Skyline offers none of that. You must be thinking of Monsters, which I hear handles all of those in a much better way. Unfortunately I watched 90-odd minutes of banality. The characters are painfully two-dimensional, you don't care for their safety by the end of the film, and begin cheering for the aliens to take them off and be done with them. The main part of the storyline is just based around these characters and their own personal escape and no other soul in Los Angeles is seen. This is mainly due to their budget, but it leaves you thinking they are the last people in the entire city, and I felt seeing at least a few other cities and how they were coping would have added to the alien's threat. The stupidity of the characters also seems unrealistic, and I believe that when the "Strausi" wrote the script, they were forced to put in the consierge character (played by the wonderful David Zayas) who's main point is to emphasise how "This is real! This is really happening!"

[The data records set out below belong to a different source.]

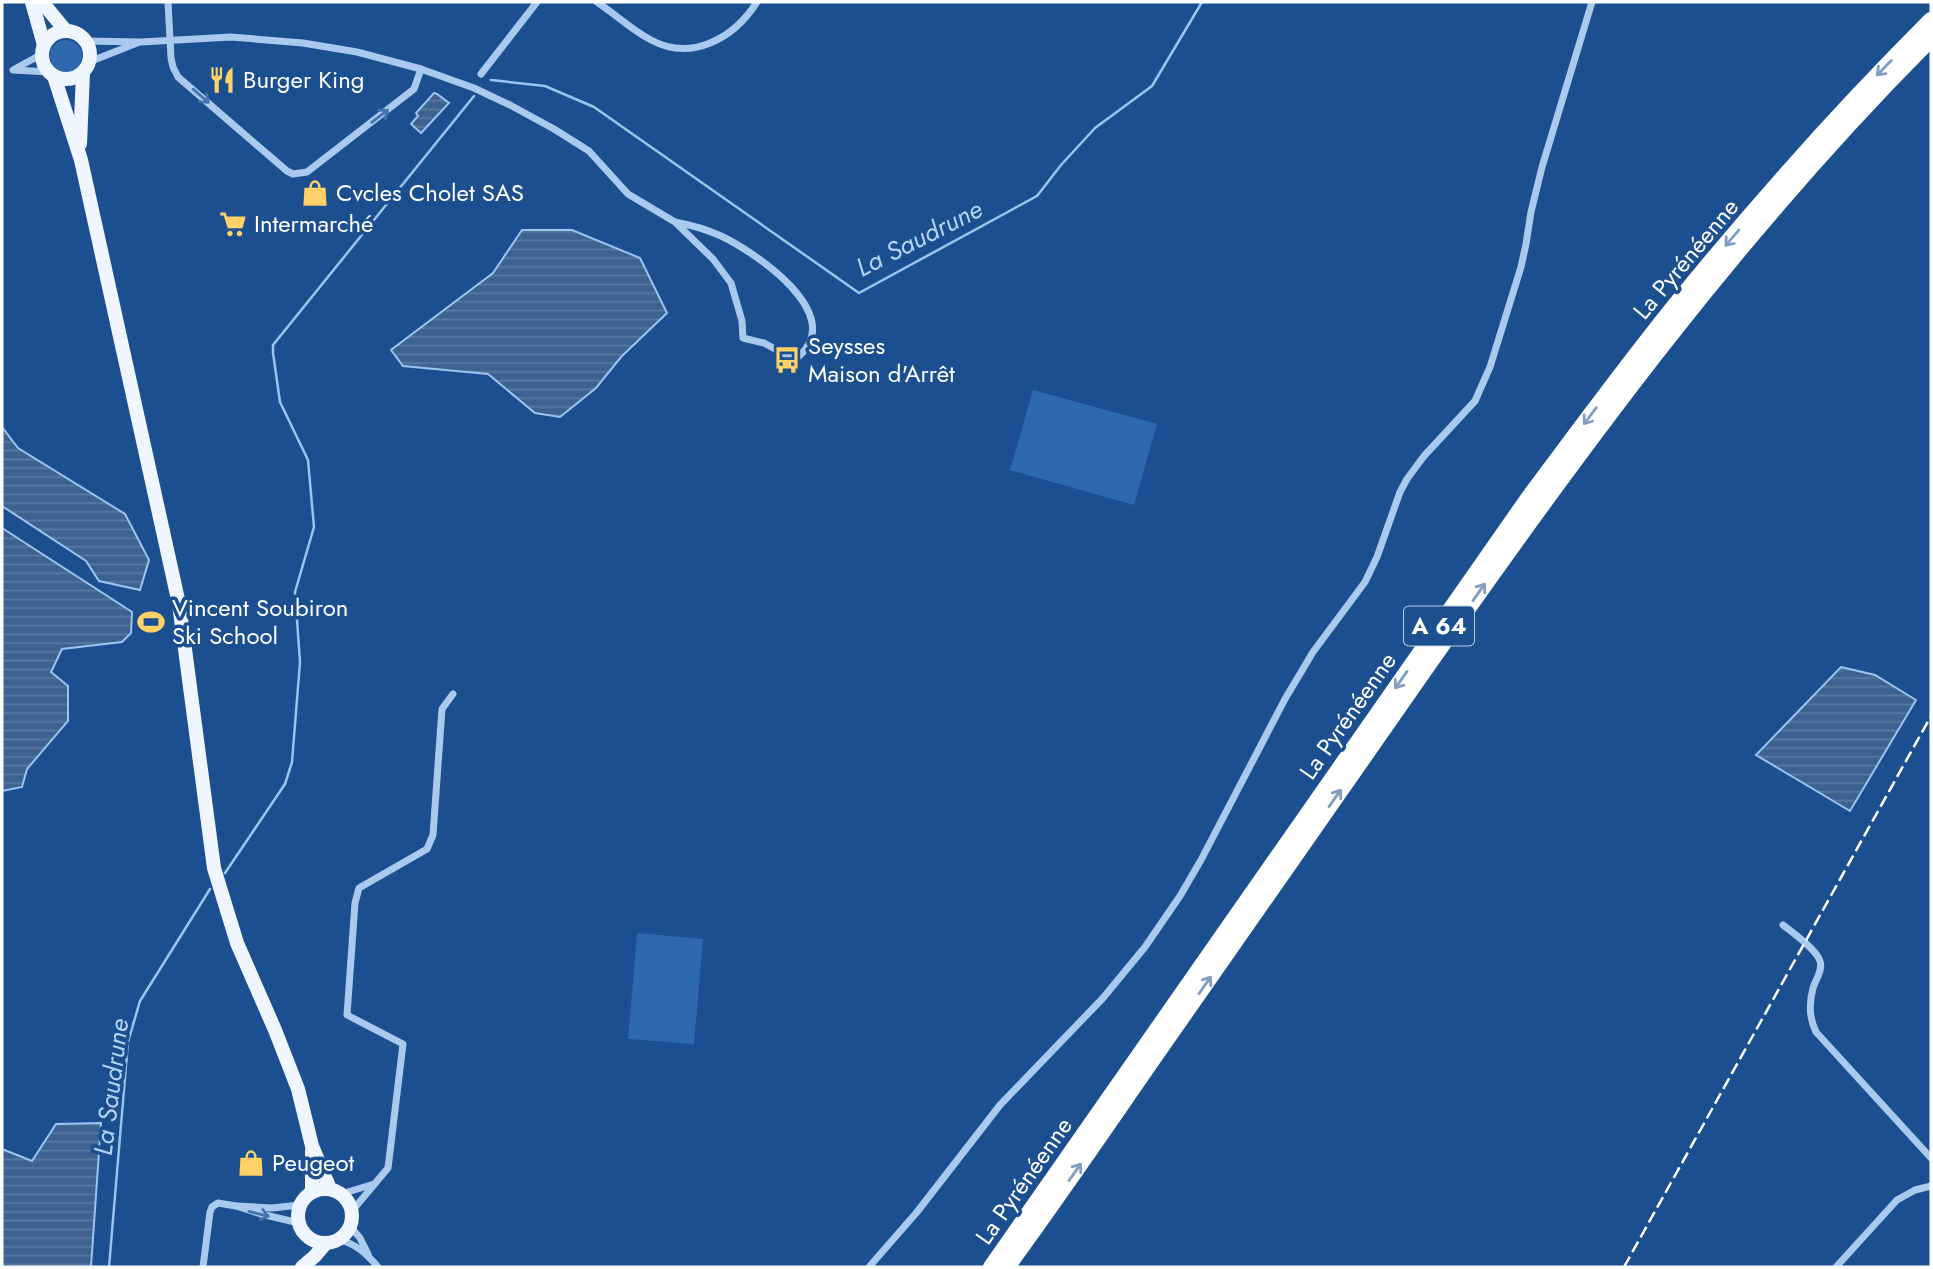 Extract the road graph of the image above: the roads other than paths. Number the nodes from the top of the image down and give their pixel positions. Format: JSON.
{"nodes":[{"id":1,"x":32,"y":2,"type":"edge"},
{"id":2,"x":42,"y":2,"type":"edge"},
{"id":3,"x":168,"y":2,"type":"edge"},
{"id":4,"x":537,"y":2,"type":"edge"},
{"id":5,"x":597,"y":2,"type":"edge"},
{"id":6,"x":758,"y":2,"type":"edge"},
{"id":7,"x":1592,"y":2,"type":"edge"},
{"id":8,"x":1931,"y":20,"type":"edge"},
{"id":9,"x":66,"y":32,"type":"junction"},
{"id":10,"x":1931,"y":39,"type":"edge"},
{"id":11,"x":170,"y":40,"type":"junction"},
{"id":12,"x":86,"y":41,"type":"junction"},
{"id":13,"x":141,"y":42,"type":"junction"},
{"id":14,"x":43,"y":50,"type":"junction"},
{"id":15,"x":86,"y":67,"type":"junction"},
{"id":16,"x":421,"y":69,"type":"junction"},
{"id":17,"x":13,"y":70,"type":"junction"},
{"id":18,"x":2,"y":74,"type":"edge"},
{"id":19,"x":52,"y":74,"type":"junction"},
{"id":20,"x":481,"y":74,"type":"dead end"},
{"id":21,"x":81,"y":160,"type":"junction"},
{"id":22,"x":674,"y":222,"type":"junction"},
{"id":23,"x":453,"y":694,"type":"dead end"},
{"id":24,"x":1783,"y":926,"type":"dead end"},
{"id":25,"x":312,"y":1146,"type":"junction"},
{"id":26,"x":1931,"y":1158,"type":"edge"},
{"id":27,"x":374,"y":1184,"type":"junction"},
{"id":28,"x":1931,"y":1186,"type":"edge"},
{"id":29,"x":335,"y":1191,"type":"junction"},
{"id":30,"x":312,"y":1192,"type":"junction"},
{"id":31,"x":300,"y":1205,"type":"junction"},
{"id":32,"x":236,"y":1206,"type":"junction"},
{"id":33,"x":352,"y":1211,"type":"junction"},
{"id":34,"x":350,"y":1226,"type":"junction"},
{"id":35,"x":302,"y":1228,"type":"junction"},
{"id":36,"x":332,"y":1241,"type":"junction"},
{"id":37,"x":370,"y":1258,"type":"junction"},
{"id":38,"x":302,"y":1266,"type":"edge"},
{"id":39,"x":203,"y":1267,"type":"edge"},
{"id":40,"x":378,"y":1267,"type":"edge"},
{"id":41,"x":869,"y":1267,"type":"edge"},
{"id":42,"x":991,"y":1267,"type":"edge"},
{"id":43,"x":1007,"y":1267,"type":"edge"},
{"id":44,"x":1836,"y":1267,"type":"edge"}],
"edges":[{"from":1,"to":14,"type":"main road"},
{"from":2,"to":9,"type":"main road"},
{"from":3,"to":11,"type":"street"},
{"from":4,"to":20,"type":"street"},
{"from":5,"to":6,"type":"street"},
{"from":7,"to":41,"type":"street"},
{"from":8,"to":42,"type":"highway","name":"La Pyrénéenne","number":"A 64","one_way":true},
{"from":9,"to":12,"type":"main road"},
{"from":9,"to":14,"type":"main road"},
{"from":43,"to":10,"type":"highway","name":"La Pyrénéenne","number":"A 64","one_way":true},
{"from":11,"to":13,"type":"street"},
{"from":11,"to":16,"type":"street"},
{"from":11,"to":16,"type":"street","one_way":true},
{"from":12,"to":13,"type":"street"},
{"from":12,"to":15,"type":"main road"},
{"from":13,"to":15,"type":"street"},
{"from":14,"to":17,"type":"street"},
{"from":14,"to":19,"type":"main road"},
{"from":15,"to":19,"type":"main road"},
{"from":15,"to":21,"type":"main road"},
{"from":16,"to":22,"type":"street"},
{"from":17,"to":18,"type":"street"},
{"from":17,"to":19,"type":"street"},
{"from":19,"to":21,"type":"main road"},
{"from":21,"to":25,"type":"main road"},
{"from":22,"to":22,"type":"street"},
{"from":23,"to":27,"type":"street"},
{"from":24,"to":26,"type":"street"},
{"from":25,"to":29,"type":"main road"},
{"from":25,"to":30,"type":"main road"},
{"from":27,"to":29,"type":"street"},
{"from":27,"to":33,"type":"street"},
{"from":28,"to":44,"type":"street"},
{"from":29,"to":30,"type":"main road"},
{"from":29,"to":33,"type":"main road"},
{"from":30,"to":31,"type":"main road"},
{"from":31,"to":32,"type":"street"},
{"from":31,"to":35,"type":"main road"},
{"from":32,"to":35,"type":"street","one_way":true},
{"from":32,"to":39,"type":"street"},
{"from":33,"to":34,"type":"main road"},
{"from":34,"to":36,"type":"main road"},
{"from":34,"to":37,"type":"street"},
{"from":35,"to":36,"type":"main road"},
{"from":35,"to":38,"type":"main road"},
{"from":36,"to":37,"type":"street"},
{"from":36,"to":38,"type":"main road"},
{"from":37,"to":40,"type":"street"}]}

As the Strause Brothers are special effects artists themselves, it's obvious that the effects came first and the storyline second, and the effects are astounding. The first few minutes of the film where the aliens start their invasion and begin sucking people up for their crazy purpose are genuinely eerie and troubling, but it's just the rest of the film that lets it down. But even though they were the highlight of the film, they still seemed tainted as The Strausi seemed to have lifted ideas from several other Sci-Fi films as well. I stopped counting the amount of times I saw flashes of Independence Day, War of the Worlds and even The Matrix, as I lost spare fingers and toes.

Despite its potential and stunning visuals, Skyline leaves you feeling unfulfilled and angry at the obvious sequel it's hinted to. Please Strause Brothers, don't give us another Skyline. If you don't, I'll even call you by the name you prefer?